— Да пошел ты! — рычит Райми, с трудом вставая на ноги и морщась от боли. С ругательством он вырывает свой болтающийся глаз и отбрасывает его в сторону, потом смотрит на Койю, не обращая внимания на кровь, текущую по его левой щеке. — Одна вещь помогла мне продержаться эти долгие годы… — Я не поправляю его. Сейчас не время напоминать ему, что он находится у виллаков всего несколько недель. — Мысль о том, как я сжимаю пальцами твою грязную глотку и душу тебя. Теперь, когда я свободен, я… — Он уже готов взобраться на кровать, но внезапно останавливается и смотрит единственным глазом на ухмыляющихся Койю и священника.
— Кровь Снов, — смеется виллак, — ты действительно думаешь, что я освободил бы тебя, если бы имелся хоть малейший шанс причинить вред нашей королеве? Можешь, конечно, попытаться, но в твоем теперешнем состоянии я бы не советовал. Место, где она спит, священно, как и место Инти ватана, и если ты только захочешь дотронуться до нее, то сейчас же будешь отброшен назад.
— Ублюдки, — рычит Райми.
— Все верно, — говорю я ему. Он медленно поворачивает ко мне голову. — Не знаю, как насчет кровати, но в камне Инти ватана действительно есть какая-то магия. На него нельзя ступить, если ты не очистился. А то получишь такой пинок, что мало не покажется.
Райми так пристально смотрит на меня, что я отвожу глаза, не в силах лицезреть кровавую зияющую рану на том месте, где был его нос, потом делает шаг назад.
— Что привело тебя сюда, Джири? — спрашивает он, стирая со щеки струпья запекшейся крови. — Мне казалось, ты слишком осторожен, чтобы общаться с этими негодяями.

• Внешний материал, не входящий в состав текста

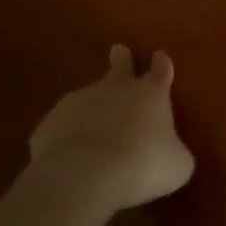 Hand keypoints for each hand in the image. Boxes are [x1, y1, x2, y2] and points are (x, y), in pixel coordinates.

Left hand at [22, 45, 193, 219]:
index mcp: (151, 94)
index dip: (161, 64)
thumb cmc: (144, 164)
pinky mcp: (48, 125)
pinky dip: (68, 136)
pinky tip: (70, 155)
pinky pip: (62, 128)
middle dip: (121, 58)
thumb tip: (171, 153)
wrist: (84, 175)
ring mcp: (77, 103)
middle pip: (119, 66)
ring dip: (92, 108)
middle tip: (118, 50)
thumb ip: (174, 152)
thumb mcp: (177, 164)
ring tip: (94, 130)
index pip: (160, 72)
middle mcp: (114, 89)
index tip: (159, 55)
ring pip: (87, 98) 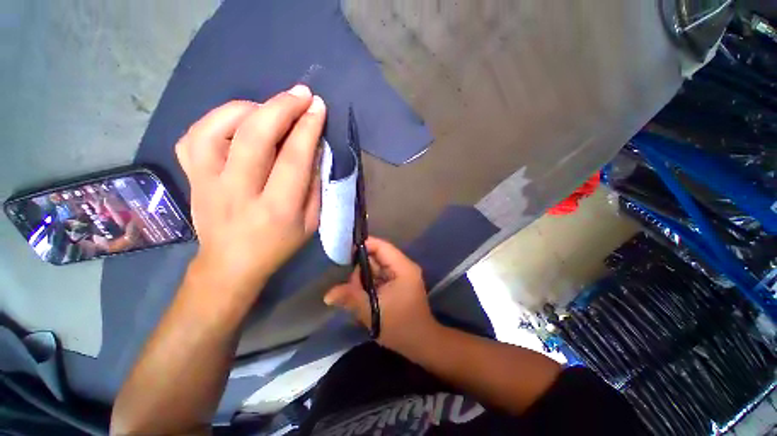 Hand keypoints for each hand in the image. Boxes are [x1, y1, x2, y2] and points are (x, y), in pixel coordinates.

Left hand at [176, 85, 324, 293]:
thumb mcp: (310, 222)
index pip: (293, 159)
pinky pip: (195, 135)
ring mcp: (206, 182)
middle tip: (301, 93)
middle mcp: (238, 192)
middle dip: (281, 107)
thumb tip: (314, 148)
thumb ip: (314, 185)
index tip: (318, 108)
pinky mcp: (191, 177)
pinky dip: (218, 119)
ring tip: (270, 107)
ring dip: (249, 108)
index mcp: (276, 209)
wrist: (230, 264)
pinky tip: (239, 121)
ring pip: (217, 128)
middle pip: (254, 136)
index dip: (307, 128)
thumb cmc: (278, 245)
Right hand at [324, 237, 438, 353]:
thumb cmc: (400, 327)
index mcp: (403, 267)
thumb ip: (351, 298)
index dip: (364, 246)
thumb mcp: (372, 312)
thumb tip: (328, 295)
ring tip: (355, 293)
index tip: (344, 252)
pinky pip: (380, 276)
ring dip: (364, 278)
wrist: (421, 343)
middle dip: (361, 268)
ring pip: (377, 267)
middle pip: (378, 257)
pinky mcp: (399, 283)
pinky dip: (370, 283)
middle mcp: (404, 267)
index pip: (382, 246)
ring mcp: (402, 275)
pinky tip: (363, 295)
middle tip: (350, 285) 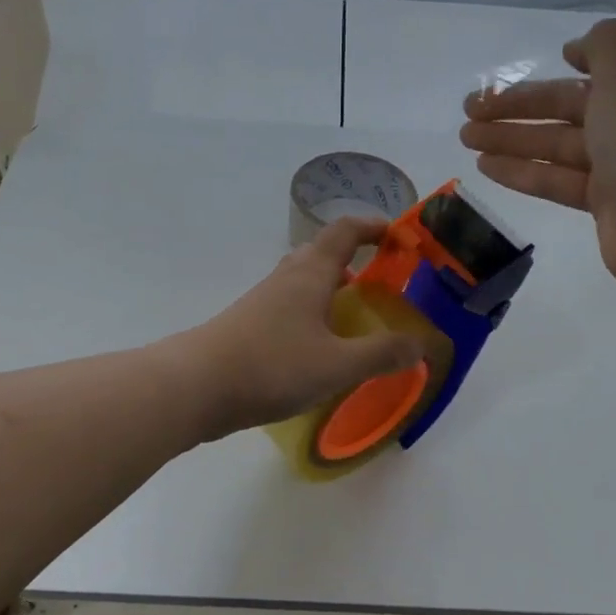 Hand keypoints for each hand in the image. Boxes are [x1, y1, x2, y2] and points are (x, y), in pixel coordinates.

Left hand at [172, 216, 425, 439]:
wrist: (195, 387)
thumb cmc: (272, 366)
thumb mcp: (337, 365)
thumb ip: (381, 354)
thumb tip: (419, 345)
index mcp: (310, 274)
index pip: (345, 232)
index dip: (373, 227)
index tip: (398, 236)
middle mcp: (286, 279)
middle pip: (322, 254)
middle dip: (354, 261)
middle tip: (381, 284)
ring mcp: (262, 302)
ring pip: (303, 284)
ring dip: (331, 292)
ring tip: (355, 319)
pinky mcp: (248, 327)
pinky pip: (289, 310)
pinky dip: (312, 317)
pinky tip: (319, 349)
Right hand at [459, 18, 615, 288]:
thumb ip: (604, 44)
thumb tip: (585, 47)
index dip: (595, 50)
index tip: (562, 55)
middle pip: (576, 100)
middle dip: (523, 101)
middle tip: (471, 106)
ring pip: (560, 141)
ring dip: (512, 135)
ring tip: (464, 135)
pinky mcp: (607, 200)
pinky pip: (559, 178)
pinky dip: (524, 170)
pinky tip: (484, 165) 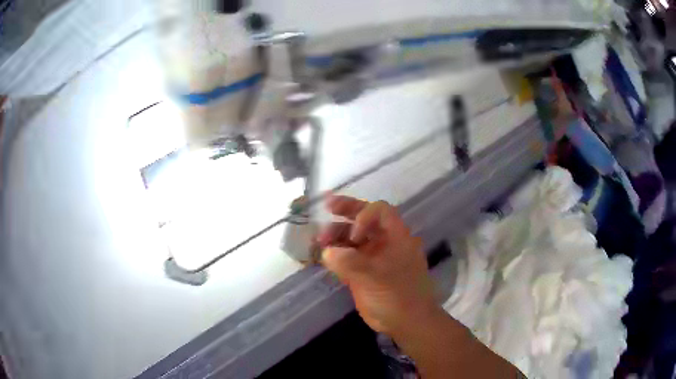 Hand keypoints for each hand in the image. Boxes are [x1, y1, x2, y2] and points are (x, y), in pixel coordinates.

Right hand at [318, 195, 435, 335]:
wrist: (407, 323)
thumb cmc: (398, 296)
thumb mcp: (377, 277)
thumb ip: (351, 263)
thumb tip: (326, 252)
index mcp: (396, 237)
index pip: (380, 212)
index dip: (364, 215)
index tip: (353, 235)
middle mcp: (384, 243)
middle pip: (364, 220)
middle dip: (345, 213)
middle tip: (327, 208)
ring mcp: (373, 258)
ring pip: (352, 238)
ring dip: (336, 236)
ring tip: (319, 241)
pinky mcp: (363, 272)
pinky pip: (346, 257)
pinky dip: (334, 254)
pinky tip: (321, 255) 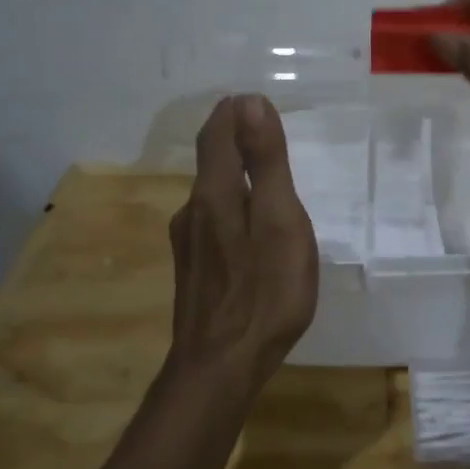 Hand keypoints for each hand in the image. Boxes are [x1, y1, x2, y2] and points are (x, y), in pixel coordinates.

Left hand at [167, 94, 319, 388]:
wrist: (219, 368)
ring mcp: (190, 243)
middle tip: (264, 128)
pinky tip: (251, 226)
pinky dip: (234, 204)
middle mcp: (194, 211)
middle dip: (235, 138)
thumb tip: (252, 102)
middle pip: (212, 160)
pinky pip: (214, 220)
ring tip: (265, 174)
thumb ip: (266, 162)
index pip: (217, 133)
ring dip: (235, 172)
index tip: (255, 100)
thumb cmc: (263, 292)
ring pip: (213, 192)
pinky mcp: (195, 269)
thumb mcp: (279, 220)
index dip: (234, 112)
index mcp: (216, 193) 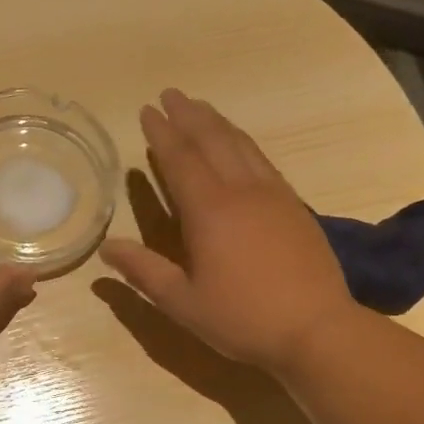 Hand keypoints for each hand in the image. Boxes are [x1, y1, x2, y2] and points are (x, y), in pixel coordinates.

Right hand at [100, 89, 356, 374]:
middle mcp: (241, 191)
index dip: (161, 133)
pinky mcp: (295, 206)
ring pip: (241, 145)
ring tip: (201, 108)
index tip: (147, 110)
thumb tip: (107, 248)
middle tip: (170, 94)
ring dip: (218, 123)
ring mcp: (273, 195)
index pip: (180, 159)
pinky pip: (263, 161)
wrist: (317, 329)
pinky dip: (245, 143)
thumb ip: (145, 272)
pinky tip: (241, 145)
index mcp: (209, 211)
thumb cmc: (243, 319)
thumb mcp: (183, 303)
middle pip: (212, 140)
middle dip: (188, 115) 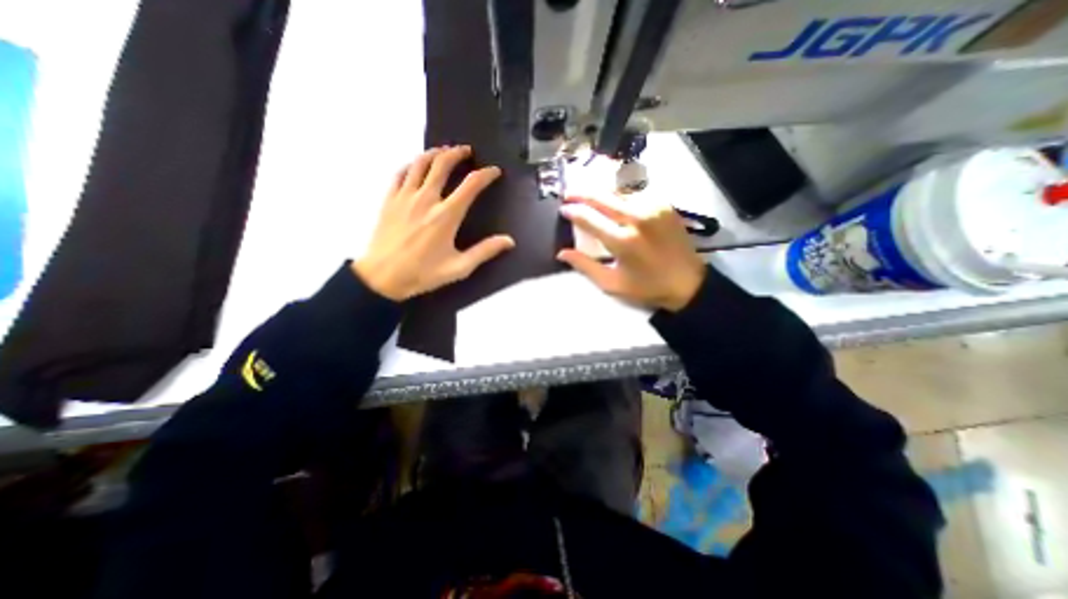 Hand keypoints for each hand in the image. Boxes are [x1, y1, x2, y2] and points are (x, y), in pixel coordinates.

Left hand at [354, 145, 515, 299]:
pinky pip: (400, 173)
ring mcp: (405, 197)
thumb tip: (509, 241)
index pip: (471, 185)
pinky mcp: (389, 200)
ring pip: (420, 163)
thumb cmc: (423, 273)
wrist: (382, 277)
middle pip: (443, 164)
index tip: (494, 171)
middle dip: (457, 153)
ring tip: (443, 150)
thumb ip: (485, 251)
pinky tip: (416, 166)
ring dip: (434, 153)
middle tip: (467, 151)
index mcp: (446, 215)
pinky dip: (410, 165)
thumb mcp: (459, 267)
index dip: (486, 175)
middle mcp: (426, 199)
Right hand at [554, 191, 707, 314]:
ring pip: (618, 192)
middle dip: (581, 193)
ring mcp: (653, 208)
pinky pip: (635, 195)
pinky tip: (614, 202)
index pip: (589, 218)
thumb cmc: (646, 287)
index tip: (562, 210)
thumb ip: (585, 266)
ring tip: (588, 196)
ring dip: (601, 193)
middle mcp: (636, 218)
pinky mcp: (664, 205)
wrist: (688, 283)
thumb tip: (561, 253)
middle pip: (602, 197)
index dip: (572, 212)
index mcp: (622, 240)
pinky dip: (620, 197)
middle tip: (568, 194)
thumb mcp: (611, 283) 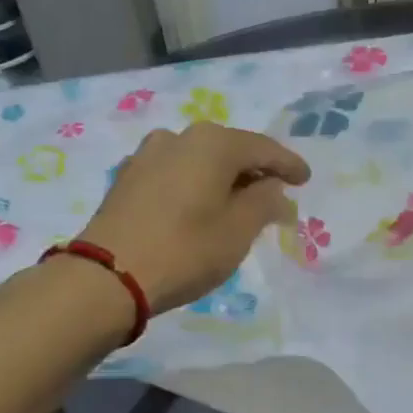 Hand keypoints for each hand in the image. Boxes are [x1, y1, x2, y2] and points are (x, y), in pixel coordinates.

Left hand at [77, 123, 309, 312]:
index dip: (288, 165)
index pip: (262, 148)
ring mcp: (147, 155)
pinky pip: (175, 174)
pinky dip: (195, 186)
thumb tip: (273, 188)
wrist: (107, 275)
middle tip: (274, 194)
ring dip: (221, 179)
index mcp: (212, 143)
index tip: (305, 179)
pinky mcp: (127, 178)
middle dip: (254, 172)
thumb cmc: (184, 251)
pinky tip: (199, 206)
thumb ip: (264, 202)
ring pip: (199, 161)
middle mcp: (179, 137)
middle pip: (229, 150)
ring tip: (236, 203)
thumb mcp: (238, 231) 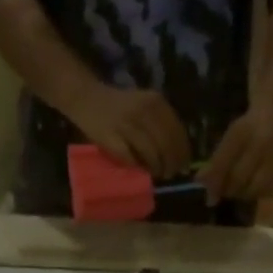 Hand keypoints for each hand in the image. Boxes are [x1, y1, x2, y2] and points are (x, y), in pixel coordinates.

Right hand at [69, 85, 191, 177]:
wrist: (87, 98)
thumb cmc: (121, 106)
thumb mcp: (146, 105)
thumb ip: (163, 123)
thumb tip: (180, 153)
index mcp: (156, 102)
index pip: (177, 132)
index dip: (183, 152)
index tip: (184, 165)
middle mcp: (143, 111)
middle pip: (166, 145)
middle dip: (172, 163)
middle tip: (171, 173)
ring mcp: (126, 124)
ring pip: (151, 153)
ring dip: (157, 168)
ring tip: (158, 173)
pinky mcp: (111, 138)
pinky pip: (131, 158)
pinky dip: (138, 166)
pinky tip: (141, 169)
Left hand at [199, 106, 272, 203]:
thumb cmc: (248, 128)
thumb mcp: (230, 137)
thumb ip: (216, 161)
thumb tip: (200, 183)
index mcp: (241, 132)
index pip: (223, 163)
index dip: (214, 183)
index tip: (208, 197)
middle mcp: (262, 143)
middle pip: (240, 179)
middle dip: (229, 190)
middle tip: (224, 192)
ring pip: (256, 188)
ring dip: (244, 194)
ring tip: (240, 190)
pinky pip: (272, 191)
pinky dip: (260, 194)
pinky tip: (256, 188) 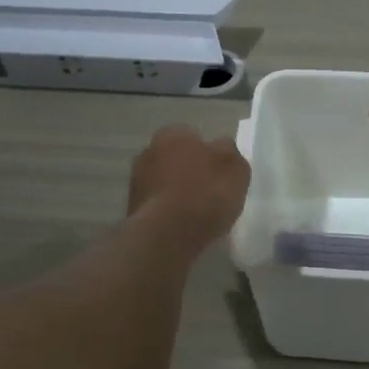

— После того как тебя схватили, город полетел в тартарары. Это единственный выход, чтобы восстановить порядок.
— Ты — глупец. Город — все, что у них есть. Они не станут разрушать его.
— Может, и так, но они убивают моих друзей и соседей.
Райми трясет головой, разбрызгивая кровь на кровать и на ноги Койи. Она только скалится.
— Я всегда подозревал, что у тебя есть уязвимое место. Даже когда ты убивал — то только всякую нечисть, и никогда простодушных лохов или невинных людей.
— Да уж, ты и мой отец имеете надо мной преимущество. Вы бесчеловечны, а у меня есть совесть.
— Когда-то я думал, что она есть и у меня, — вздыхает Райми, почесывая засохшие струпья на месте своего правого уха. Он обводит взглядом Койю, Аму, Паукара Вами, меня и останавливается на виллаке. — И что же дальше? Мы все возвращаемся домой, разыгрываем счастливых членов семейства и делаем все по твоему щелчку?
— Что-то в этом роде, — улыбается священник. — Хотя, если бы это зависело от меня, я бы оставил тебя здесь, но наша королева думает иначе. Она говорит, что ты придешь к нашей точке зрения, когда у тебя будет время подумать и взвесить все «за» и «против». Если этого не случится, мы снова притащим тебя сюда. Ты ведь вряд ли сможешь спастись бегством из города, чтобы спрятаться от нас, не так ли?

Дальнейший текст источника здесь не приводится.